((

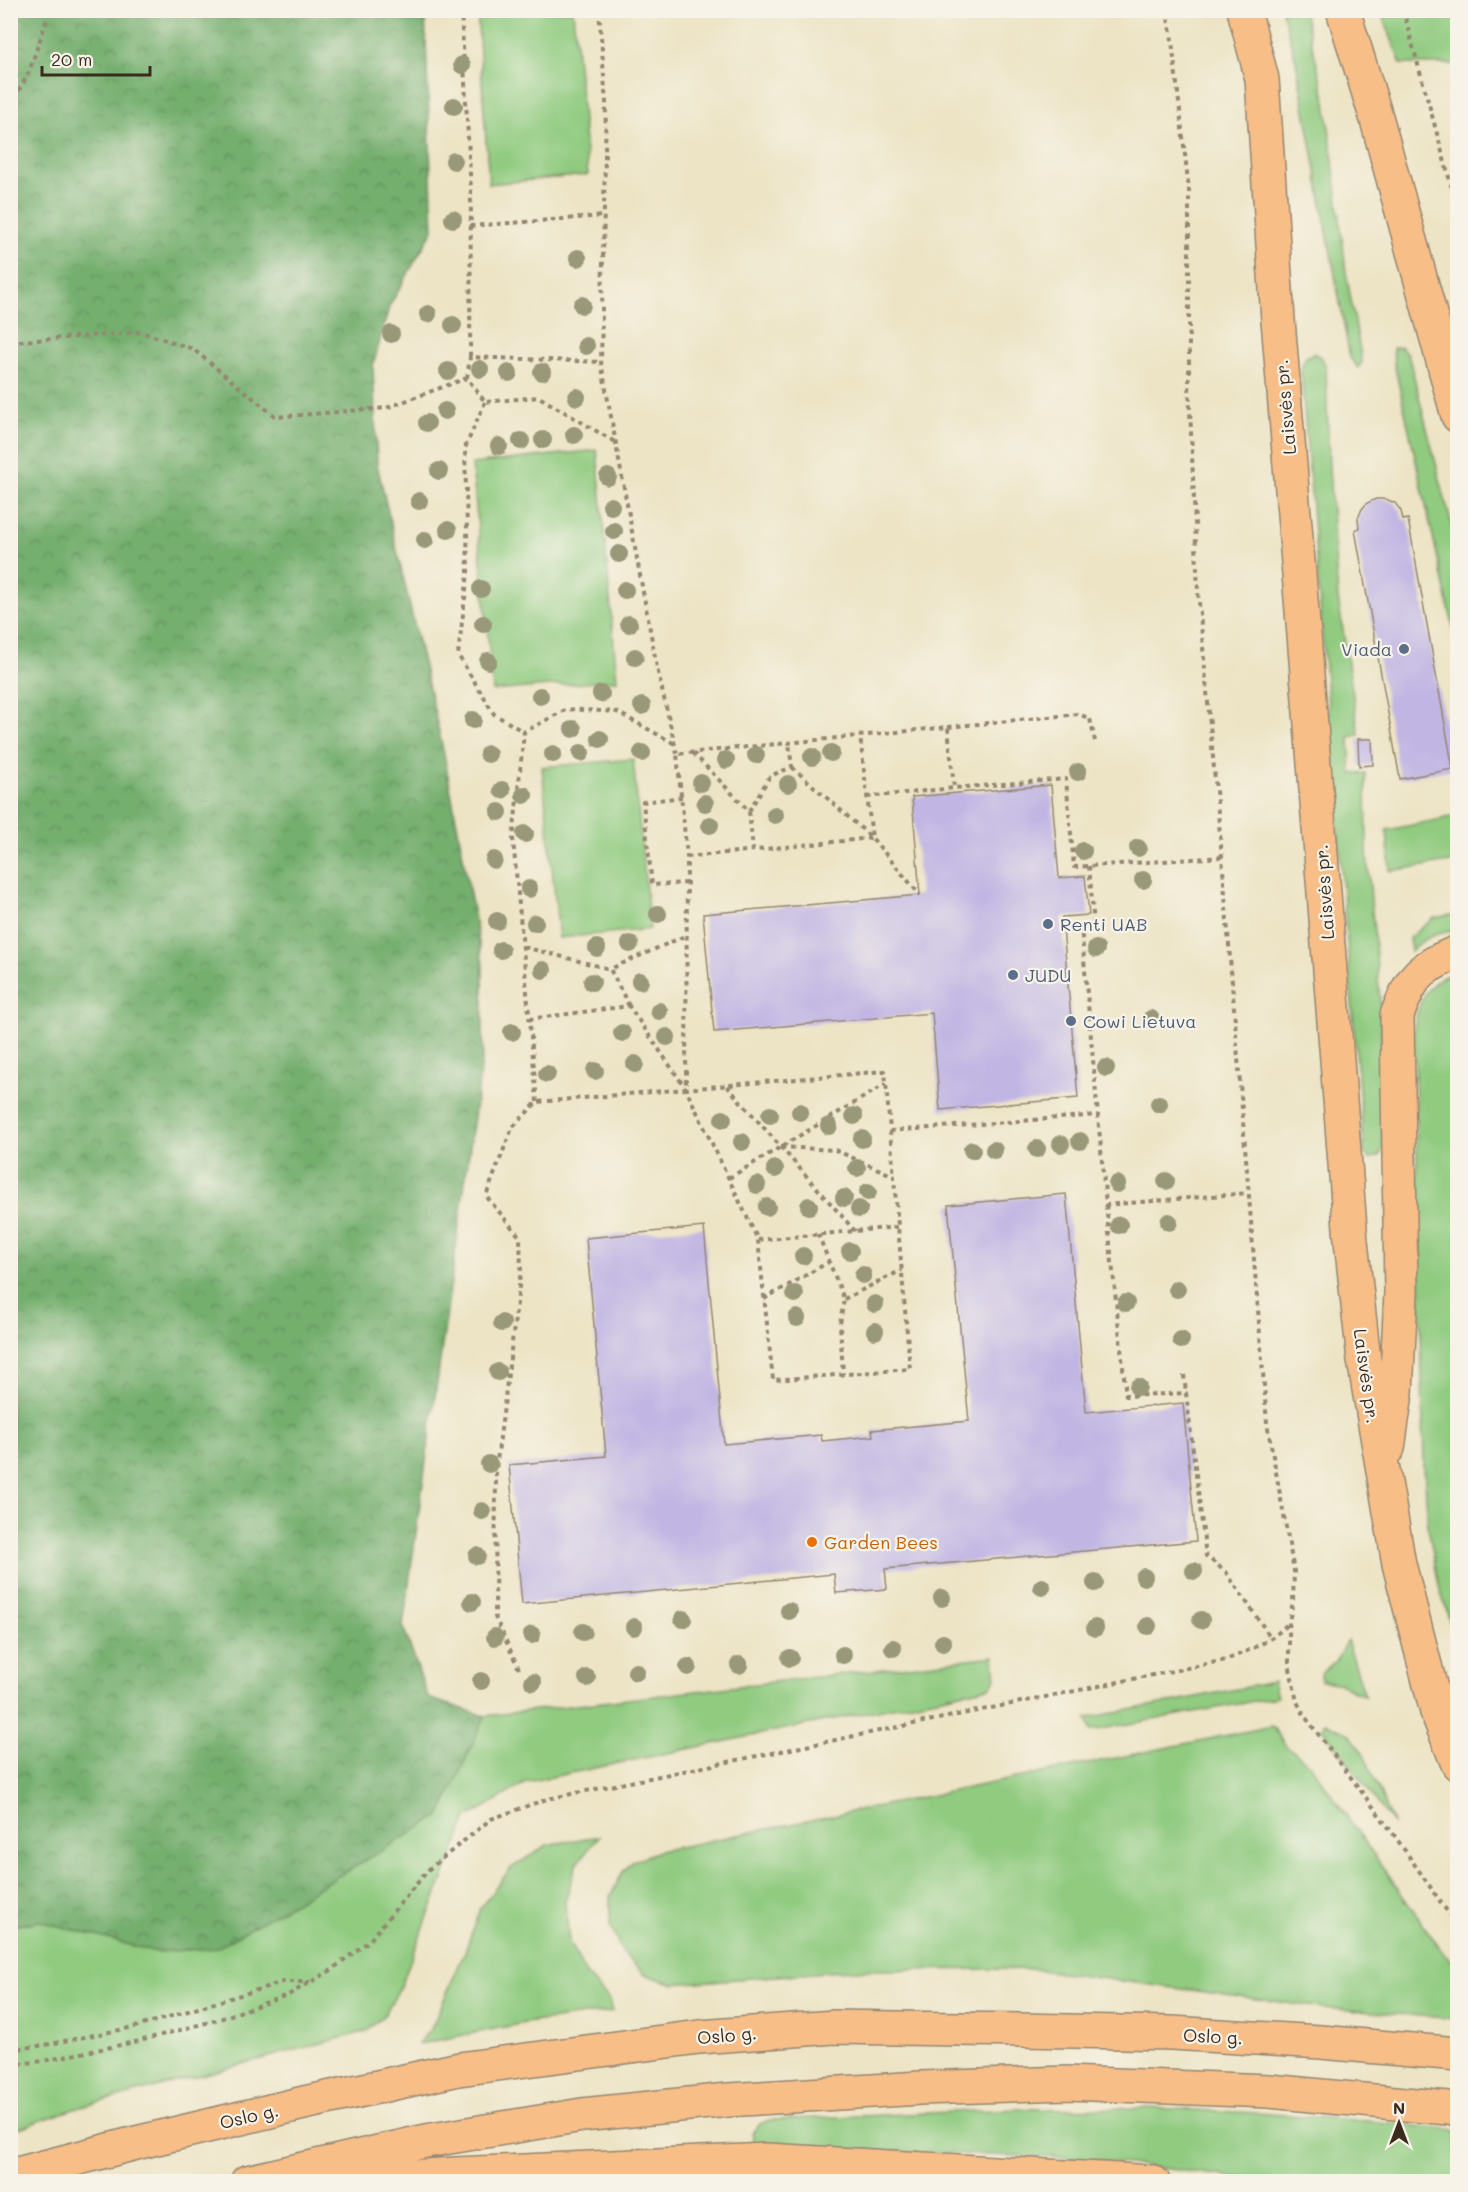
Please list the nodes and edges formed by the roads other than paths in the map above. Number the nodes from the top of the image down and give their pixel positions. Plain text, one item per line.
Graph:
1 (1244, 10) edge
2 (1343, 10) edge
3 (1458, 416) edge
4 (1458, 951) edge
5 (1383, 1476) junction
6 (1458, 1764) edge
7 (1458, 2054) edge
8 (1458, 2109) edge
9 (10, 2176) edge
10 (247, 2181) edge
11 (341, 2181) edge
12 (1153, 2181) edge

1 - 5 main road, Laisvės pr.
2 - 3 main road
4 - 5 main road
5 - 6 main road, Laisvės pr.
7 - 9 main road, Oslo g.
8 - 10 main road
11 - 12 main road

))

How to complete this task —
Output the listing unchanged, pictures excluded.

Exercise answer —
Please list the nodes and edges formed by the roads other than paths in the map above. Number the nodes from the top of the image down and give their pixel positions. Plain text, one item per line.
Graph:
1 (1244, 10) edge
2 (1343, 10) edge
3 (1458, 416) edge
4 (1458, 951) edge
5 (1383, 1476) junction
6 (1458, 1764) edge
7 (1458, 2054) edge
8 (1458, 2109) edge
9 (10, 2176) edge
10 (247, 2181) edge
11 (341, 2181) edge
12 (1153, 2181) edge

1 - 5 main road, Laisvės pr.
2 - 3 main road
4 - 5 main road
5 - 6 main road, Laisvės pr.
7 - 9 main road, Oslo g.
8 - 10 main road
11 - 12 main road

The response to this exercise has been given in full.